:: Record extracts

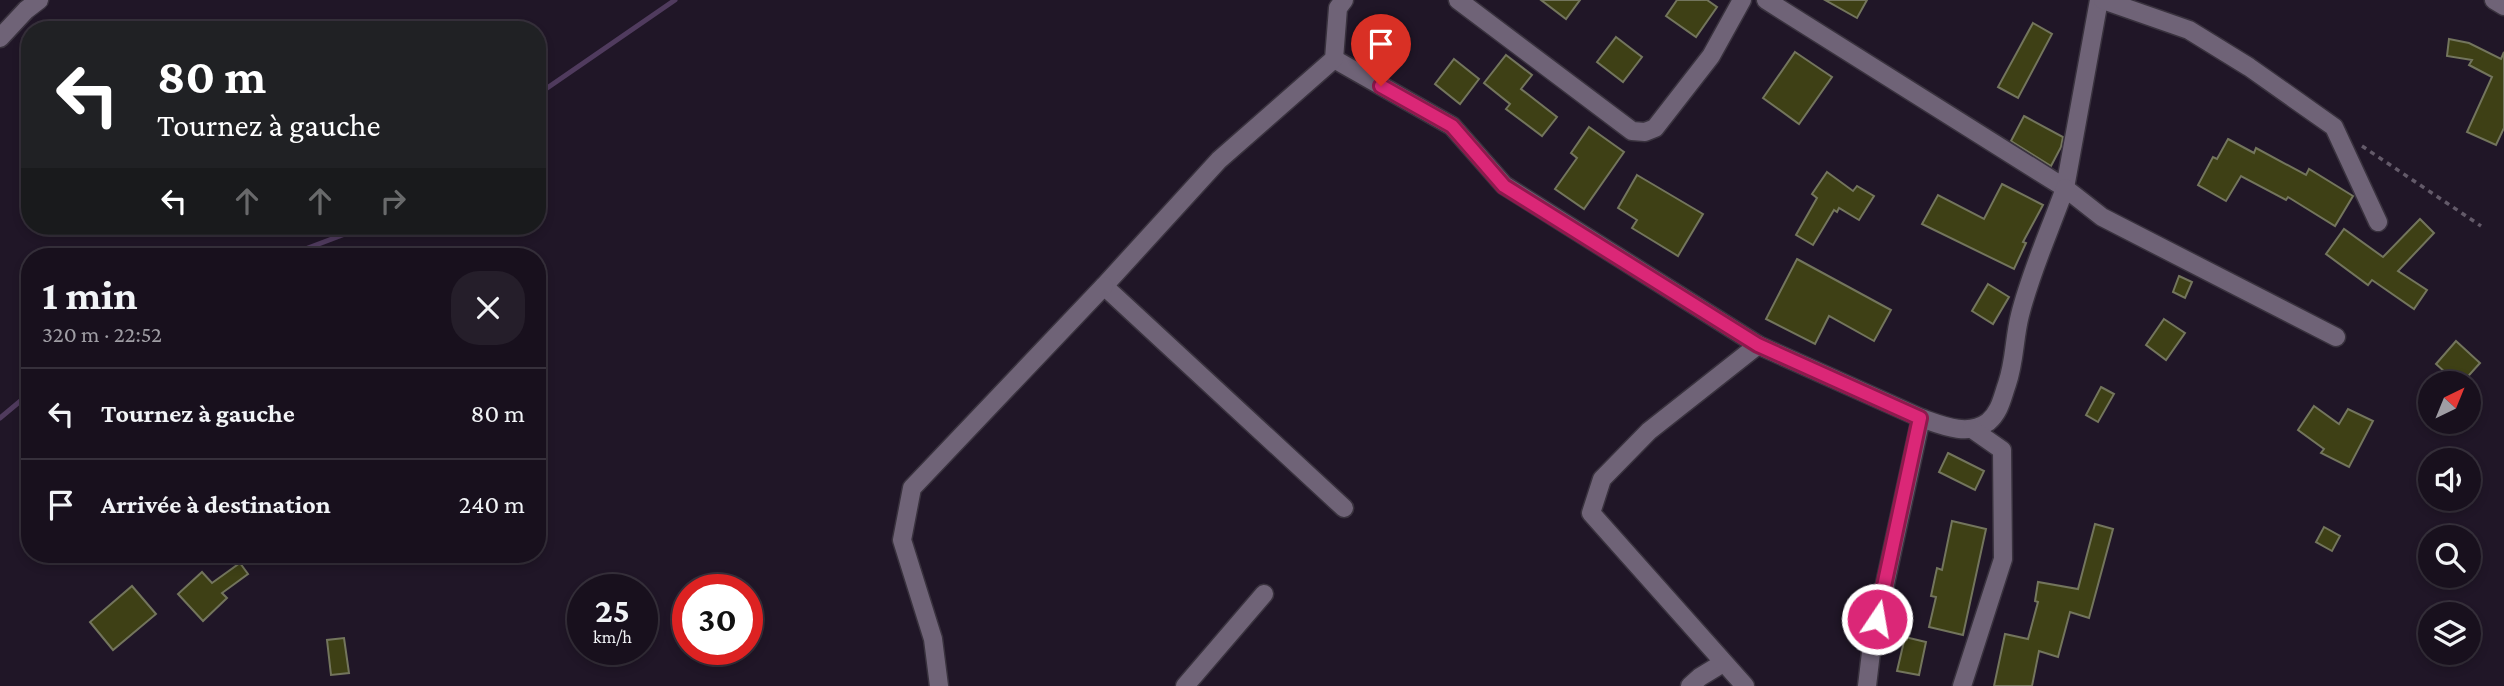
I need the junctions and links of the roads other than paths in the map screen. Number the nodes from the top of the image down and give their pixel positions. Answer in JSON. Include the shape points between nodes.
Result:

::::
:: Record extracts

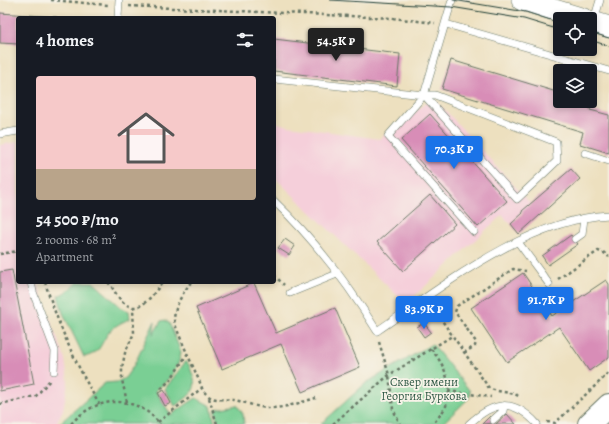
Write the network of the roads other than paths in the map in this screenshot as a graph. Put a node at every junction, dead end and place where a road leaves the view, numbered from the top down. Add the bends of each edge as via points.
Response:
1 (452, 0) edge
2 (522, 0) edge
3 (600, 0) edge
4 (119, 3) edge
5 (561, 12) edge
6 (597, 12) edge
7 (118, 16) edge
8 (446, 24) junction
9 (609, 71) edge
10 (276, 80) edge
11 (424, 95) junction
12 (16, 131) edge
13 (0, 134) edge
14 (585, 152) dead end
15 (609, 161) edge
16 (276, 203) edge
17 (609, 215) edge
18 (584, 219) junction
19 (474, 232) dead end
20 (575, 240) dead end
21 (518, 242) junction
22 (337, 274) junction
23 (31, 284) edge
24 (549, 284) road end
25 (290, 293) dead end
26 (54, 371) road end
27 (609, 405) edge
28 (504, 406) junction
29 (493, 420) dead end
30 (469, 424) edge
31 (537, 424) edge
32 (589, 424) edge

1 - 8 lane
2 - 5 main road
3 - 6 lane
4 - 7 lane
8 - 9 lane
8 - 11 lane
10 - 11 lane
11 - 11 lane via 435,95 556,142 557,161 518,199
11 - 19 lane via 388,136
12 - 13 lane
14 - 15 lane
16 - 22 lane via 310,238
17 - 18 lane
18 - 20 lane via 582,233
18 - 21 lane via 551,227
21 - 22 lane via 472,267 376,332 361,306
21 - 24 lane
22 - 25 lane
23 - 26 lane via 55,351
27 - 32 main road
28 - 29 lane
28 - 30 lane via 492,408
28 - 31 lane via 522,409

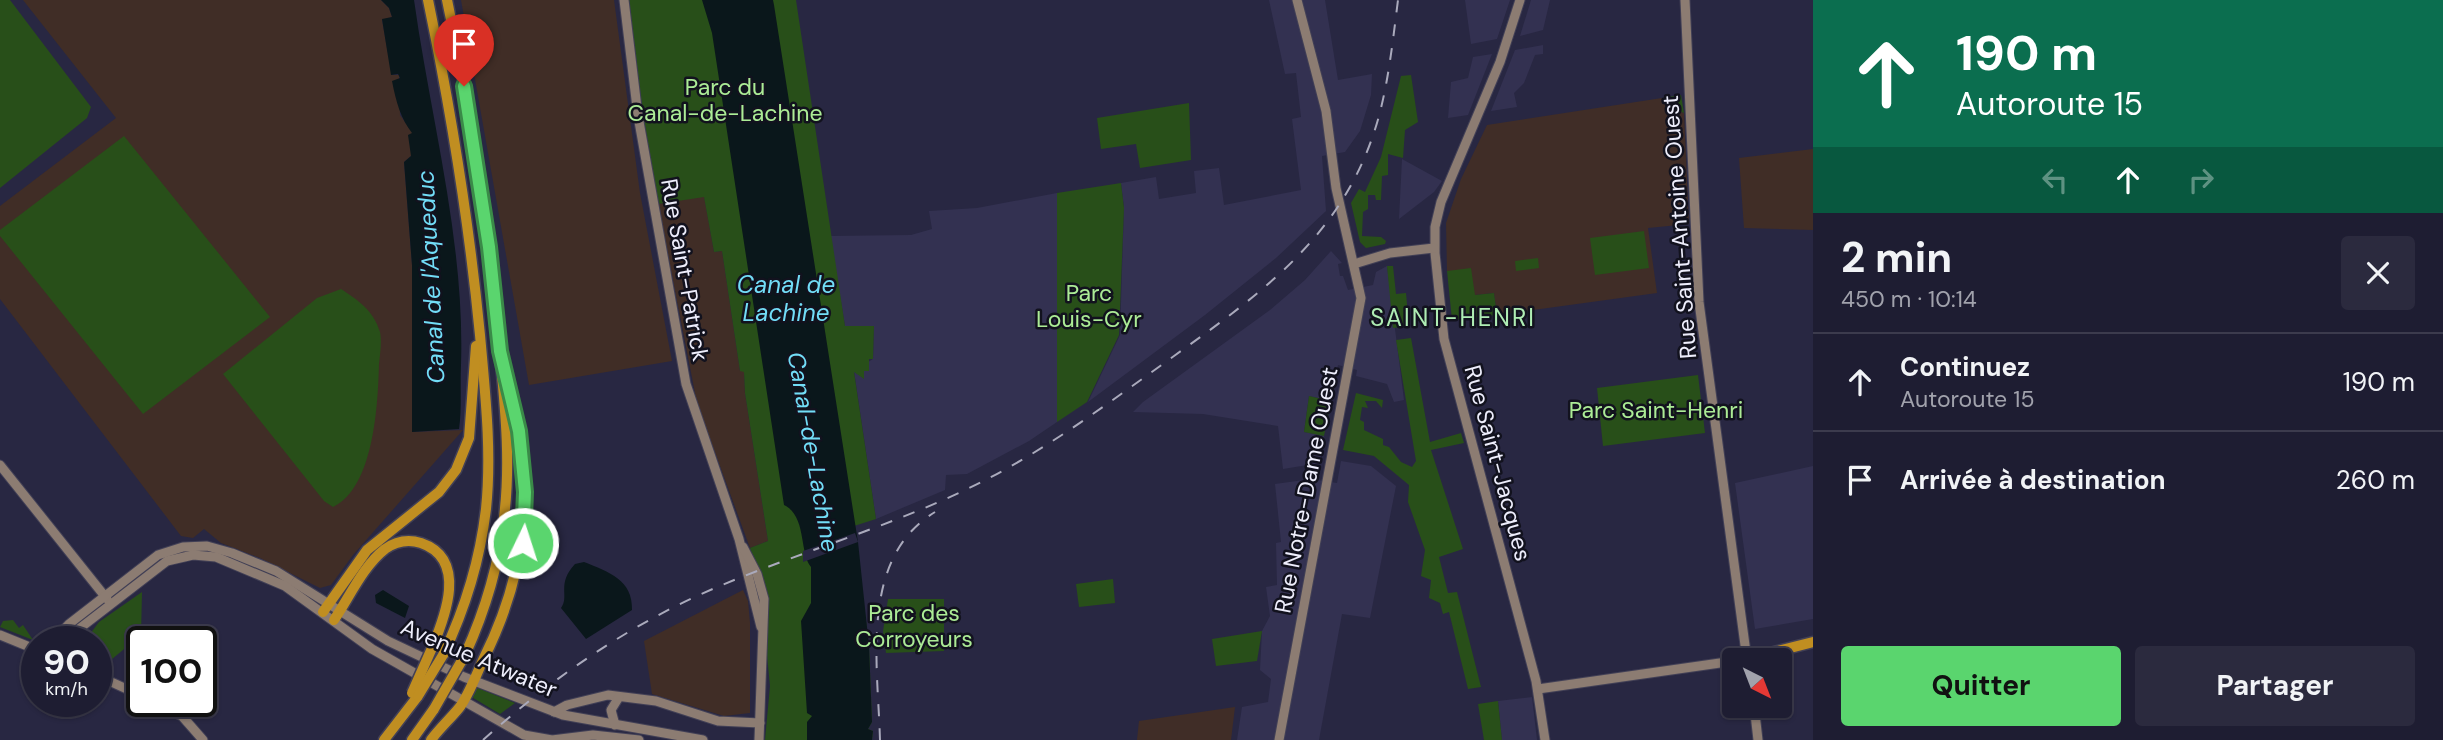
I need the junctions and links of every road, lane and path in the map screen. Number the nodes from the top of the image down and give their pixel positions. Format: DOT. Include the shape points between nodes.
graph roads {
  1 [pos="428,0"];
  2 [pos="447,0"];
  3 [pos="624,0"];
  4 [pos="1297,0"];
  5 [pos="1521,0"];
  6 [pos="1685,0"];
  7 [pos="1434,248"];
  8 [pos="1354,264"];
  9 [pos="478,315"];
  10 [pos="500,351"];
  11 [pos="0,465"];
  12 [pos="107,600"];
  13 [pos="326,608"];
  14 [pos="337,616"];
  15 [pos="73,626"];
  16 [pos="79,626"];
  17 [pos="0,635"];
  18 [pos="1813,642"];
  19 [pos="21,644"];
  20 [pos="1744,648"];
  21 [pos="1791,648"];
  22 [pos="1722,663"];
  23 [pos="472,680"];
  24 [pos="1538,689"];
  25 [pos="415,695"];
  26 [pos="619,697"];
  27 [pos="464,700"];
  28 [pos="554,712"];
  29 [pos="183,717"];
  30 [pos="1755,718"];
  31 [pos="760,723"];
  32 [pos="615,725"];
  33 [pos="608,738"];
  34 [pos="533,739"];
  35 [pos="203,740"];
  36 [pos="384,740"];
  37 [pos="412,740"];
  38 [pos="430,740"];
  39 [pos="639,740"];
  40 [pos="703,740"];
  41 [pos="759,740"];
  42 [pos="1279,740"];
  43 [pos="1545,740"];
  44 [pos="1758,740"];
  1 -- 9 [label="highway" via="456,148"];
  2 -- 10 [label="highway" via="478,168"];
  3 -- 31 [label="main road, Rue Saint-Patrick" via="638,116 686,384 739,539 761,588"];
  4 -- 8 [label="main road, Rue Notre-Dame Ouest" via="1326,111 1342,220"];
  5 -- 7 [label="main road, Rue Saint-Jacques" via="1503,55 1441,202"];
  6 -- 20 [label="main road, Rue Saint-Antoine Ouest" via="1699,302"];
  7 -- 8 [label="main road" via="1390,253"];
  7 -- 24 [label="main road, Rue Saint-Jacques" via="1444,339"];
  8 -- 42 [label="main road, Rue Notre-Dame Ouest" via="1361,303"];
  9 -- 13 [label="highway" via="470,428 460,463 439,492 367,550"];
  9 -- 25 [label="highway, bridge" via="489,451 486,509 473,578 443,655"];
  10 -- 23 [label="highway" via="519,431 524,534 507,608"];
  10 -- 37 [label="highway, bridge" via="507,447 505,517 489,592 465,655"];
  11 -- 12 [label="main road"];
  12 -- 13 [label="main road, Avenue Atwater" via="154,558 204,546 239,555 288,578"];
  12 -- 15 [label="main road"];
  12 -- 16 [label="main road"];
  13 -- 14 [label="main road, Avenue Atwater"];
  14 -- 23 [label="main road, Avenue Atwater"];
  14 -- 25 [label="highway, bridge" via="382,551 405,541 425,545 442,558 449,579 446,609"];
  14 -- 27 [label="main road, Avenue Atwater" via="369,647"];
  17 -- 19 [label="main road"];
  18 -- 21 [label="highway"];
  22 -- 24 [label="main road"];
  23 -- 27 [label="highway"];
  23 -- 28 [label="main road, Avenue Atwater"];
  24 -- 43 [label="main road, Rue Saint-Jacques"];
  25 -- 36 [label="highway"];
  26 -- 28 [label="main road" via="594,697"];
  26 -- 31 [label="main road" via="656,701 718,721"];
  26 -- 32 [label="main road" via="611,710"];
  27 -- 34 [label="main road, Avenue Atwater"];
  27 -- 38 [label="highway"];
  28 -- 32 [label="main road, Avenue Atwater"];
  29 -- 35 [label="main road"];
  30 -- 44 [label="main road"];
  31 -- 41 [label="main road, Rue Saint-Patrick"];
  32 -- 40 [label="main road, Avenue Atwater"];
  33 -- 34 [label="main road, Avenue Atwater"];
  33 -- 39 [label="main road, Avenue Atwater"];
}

::::

Find the string "than" in the listing and copy every line in which it occurs.

I need the junctions and links of the roads other than paths in the map screen. Number the nodes from the top of the image down and give their pixel positions. Answer in JSON. Include the shape points between nodes.
Write the network of the roads other than paths in the map in this screenshot as a graph. Put a node at every junction, dead end and place where a road leaves the view, numbered from the top down. Add the bends of each edge as via points.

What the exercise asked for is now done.